Energy Deposition, Penetration, Blooming of Energetic Electrons in Fast Ignition and Preheat Scenarios

For plasmas of arbitrary Z and density, the penetration, energy deposition, blooming, and straggling of energetic electrons are analytically modeled. Calculations spanning 25 orders of magnitude in density apply to fast ignition (n$\sim $10$^{26}$/cc), electron preheat (n$\sim $10$^{23}$/cc) and relativistic astrophysical jets (n$\sim $ 10/cc).
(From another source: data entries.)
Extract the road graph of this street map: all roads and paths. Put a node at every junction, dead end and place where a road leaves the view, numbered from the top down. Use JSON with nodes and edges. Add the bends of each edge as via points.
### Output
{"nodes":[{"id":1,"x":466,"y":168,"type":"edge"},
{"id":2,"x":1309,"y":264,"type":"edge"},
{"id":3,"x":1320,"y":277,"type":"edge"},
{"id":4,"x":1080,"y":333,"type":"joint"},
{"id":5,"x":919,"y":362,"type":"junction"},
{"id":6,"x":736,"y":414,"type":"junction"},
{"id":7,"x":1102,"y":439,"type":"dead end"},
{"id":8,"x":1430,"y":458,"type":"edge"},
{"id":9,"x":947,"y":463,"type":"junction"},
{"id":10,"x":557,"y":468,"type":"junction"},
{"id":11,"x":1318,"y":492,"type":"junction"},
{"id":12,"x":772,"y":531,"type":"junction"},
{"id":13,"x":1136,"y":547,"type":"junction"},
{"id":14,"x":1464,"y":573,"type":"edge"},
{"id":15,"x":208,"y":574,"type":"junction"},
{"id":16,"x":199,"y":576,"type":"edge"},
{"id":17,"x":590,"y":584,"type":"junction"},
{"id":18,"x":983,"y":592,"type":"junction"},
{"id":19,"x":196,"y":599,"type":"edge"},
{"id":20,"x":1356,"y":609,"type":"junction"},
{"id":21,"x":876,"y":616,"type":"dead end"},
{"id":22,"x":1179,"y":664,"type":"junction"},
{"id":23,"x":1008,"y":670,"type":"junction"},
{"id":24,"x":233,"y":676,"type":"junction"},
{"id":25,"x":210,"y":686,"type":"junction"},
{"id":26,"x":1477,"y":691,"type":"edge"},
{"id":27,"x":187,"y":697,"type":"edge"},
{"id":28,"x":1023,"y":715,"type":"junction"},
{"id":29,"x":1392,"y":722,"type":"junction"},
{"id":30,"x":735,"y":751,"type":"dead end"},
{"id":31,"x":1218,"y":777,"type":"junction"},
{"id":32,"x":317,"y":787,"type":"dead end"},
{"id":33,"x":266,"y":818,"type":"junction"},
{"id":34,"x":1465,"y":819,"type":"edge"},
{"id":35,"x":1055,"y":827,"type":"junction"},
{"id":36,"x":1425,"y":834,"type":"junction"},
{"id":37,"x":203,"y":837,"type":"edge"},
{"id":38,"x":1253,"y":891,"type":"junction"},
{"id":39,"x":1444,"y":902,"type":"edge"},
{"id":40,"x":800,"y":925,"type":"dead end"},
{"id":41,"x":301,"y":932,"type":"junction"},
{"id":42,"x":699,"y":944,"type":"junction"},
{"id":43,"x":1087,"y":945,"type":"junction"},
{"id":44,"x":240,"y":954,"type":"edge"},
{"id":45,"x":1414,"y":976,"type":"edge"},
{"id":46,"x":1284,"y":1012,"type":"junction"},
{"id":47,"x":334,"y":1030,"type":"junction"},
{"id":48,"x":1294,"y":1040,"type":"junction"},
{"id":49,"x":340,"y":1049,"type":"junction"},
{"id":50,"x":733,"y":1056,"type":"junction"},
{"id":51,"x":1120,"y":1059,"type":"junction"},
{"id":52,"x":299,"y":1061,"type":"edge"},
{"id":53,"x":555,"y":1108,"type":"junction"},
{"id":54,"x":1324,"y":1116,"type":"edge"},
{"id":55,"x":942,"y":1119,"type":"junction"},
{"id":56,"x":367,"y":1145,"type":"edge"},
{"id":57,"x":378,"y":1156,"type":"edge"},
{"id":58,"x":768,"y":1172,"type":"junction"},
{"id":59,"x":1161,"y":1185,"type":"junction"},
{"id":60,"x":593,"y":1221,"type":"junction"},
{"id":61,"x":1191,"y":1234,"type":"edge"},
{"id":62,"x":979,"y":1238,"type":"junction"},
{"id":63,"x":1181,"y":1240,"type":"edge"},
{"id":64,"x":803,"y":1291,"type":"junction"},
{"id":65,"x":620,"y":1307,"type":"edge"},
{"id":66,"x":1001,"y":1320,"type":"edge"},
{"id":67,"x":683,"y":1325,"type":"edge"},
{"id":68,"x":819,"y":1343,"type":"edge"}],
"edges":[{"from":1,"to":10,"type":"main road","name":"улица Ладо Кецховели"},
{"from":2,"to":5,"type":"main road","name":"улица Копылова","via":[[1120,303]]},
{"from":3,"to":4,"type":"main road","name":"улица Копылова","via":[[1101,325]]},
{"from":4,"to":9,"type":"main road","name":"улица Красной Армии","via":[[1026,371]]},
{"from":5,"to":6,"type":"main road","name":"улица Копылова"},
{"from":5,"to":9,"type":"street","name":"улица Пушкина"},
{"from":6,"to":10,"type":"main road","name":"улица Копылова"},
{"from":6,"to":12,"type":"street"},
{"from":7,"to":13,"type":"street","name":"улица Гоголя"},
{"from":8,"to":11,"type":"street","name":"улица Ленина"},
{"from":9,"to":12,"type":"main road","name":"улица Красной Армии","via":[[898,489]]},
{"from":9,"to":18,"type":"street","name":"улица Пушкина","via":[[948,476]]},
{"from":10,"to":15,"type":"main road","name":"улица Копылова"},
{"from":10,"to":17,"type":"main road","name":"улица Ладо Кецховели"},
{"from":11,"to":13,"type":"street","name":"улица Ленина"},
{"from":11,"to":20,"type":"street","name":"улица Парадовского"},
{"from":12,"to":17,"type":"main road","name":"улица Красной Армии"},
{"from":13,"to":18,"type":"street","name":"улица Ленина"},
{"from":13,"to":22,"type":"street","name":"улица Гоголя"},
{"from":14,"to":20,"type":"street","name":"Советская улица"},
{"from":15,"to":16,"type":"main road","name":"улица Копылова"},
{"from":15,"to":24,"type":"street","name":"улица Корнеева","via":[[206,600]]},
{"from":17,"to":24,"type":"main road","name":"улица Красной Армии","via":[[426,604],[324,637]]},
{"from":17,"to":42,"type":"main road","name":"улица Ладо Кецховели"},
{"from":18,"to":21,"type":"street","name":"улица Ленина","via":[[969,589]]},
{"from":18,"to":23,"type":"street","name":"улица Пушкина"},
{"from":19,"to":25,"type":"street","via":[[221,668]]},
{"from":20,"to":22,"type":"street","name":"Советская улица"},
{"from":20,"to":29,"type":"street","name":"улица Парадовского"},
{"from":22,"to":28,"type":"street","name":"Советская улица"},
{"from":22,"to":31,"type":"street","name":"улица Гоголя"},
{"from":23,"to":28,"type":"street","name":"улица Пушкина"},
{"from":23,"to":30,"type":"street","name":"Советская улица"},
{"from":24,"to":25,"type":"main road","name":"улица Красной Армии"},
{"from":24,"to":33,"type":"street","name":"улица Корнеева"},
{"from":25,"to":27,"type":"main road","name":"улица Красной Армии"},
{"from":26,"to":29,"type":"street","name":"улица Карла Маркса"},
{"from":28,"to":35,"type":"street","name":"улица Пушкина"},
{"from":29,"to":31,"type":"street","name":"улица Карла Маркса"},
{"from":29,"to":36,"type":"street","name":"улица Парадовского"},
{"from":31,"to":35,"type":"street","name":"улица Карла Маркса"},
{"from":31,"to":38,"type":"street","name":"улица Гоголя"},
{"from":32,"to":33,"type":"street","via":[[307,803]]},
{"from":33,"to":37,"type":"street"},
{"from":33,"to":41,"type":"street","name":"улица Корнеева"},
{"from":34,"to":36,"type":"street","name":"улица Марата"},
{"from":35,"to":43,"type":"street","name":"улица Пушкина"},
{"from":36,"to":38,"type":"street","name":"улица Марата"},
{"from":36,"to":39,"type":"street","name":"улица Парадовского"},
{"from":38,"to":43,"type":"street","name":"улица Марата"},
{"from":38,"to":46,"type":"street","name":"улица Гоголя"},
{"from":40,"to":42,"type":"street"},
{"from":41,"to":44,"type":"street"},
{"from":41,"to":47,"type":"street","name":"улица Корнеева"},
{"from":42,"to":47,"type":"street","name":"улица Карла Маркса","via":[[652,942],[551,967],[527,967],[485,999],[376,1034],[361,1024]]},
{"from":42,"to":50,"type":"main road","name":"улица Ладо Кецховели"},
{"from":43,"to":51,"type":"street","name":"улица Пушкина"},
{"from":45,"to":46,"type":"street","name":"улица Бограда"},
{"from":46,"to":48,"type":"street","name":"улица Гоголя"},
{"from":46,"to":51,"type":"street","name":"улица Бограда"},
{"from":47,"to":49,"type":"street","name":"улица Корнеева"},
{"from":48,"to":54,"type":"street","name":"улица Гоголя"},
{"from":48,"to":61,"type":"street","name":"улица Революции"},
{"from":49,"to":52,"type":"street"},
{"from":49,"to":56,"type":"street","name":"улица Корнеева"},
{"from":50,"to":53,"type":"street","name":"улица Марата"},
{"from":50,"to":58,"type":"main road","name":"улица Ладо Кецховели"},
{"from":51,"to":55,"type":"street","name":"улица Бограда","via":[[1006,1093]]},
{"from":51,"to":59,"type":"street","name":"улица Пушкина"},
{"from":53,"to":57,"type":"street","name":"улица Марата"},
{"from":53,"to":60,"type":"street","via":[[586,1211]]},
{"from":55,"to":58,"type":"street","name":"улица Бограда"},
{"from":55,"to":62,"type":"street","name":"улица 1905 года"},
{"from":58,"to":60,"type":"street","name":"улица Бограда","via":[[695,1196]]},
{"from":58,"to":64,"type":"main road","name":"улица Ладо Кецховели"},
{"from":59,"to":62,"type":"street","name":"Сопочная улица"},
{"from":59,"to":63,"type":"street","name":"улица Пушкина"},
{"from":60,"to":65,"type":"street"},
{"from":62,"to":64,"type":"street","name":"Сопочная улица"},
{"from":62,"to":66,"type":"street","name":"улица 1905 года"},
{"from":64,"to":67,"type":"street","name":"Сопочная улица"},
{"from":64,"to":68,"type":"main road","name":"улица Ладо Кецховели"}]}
It is shown that $\rho <$x$>$, the product of density and linear penetration, is a basic parameter and that blooming and straggling have a strong Z dependence. For fast-ignition with 1-MeV electrons in DT plasma, $\rho <$x$>$ = 0.42 g/cm$^{2 }$, $<$x$>$ = 14 $\mu $m and bloom = 5 $\mu $m; the blooming-to-penetration ratio is 0.35; in Cu (Z=29) plasma of the same electron density, the ratio is 1.1. For preheat with 100 keV electrons in DT ice, $\rho <$x$>$ = 0.007 g/cm$^{2 }$, $<$x$>$ = 280 $\mu $m, close to the 300-$\mu $m ice-layer thickness prescribed for NIF direct-drive designs. For the astrophysical jet, $\rho <$x$>$ = 0.42 g/cm$^{2 }$ and $<$x$> \quad \sim $ 10$^{4}$ light years. These calculations will be used to establish requirements for fast ignition and tolerable levels of electron preheat for ICF targets. This work was supported in part by LLE, LLNL, the U.S. DoE, the Univ. of Rochester Fusion Science Center.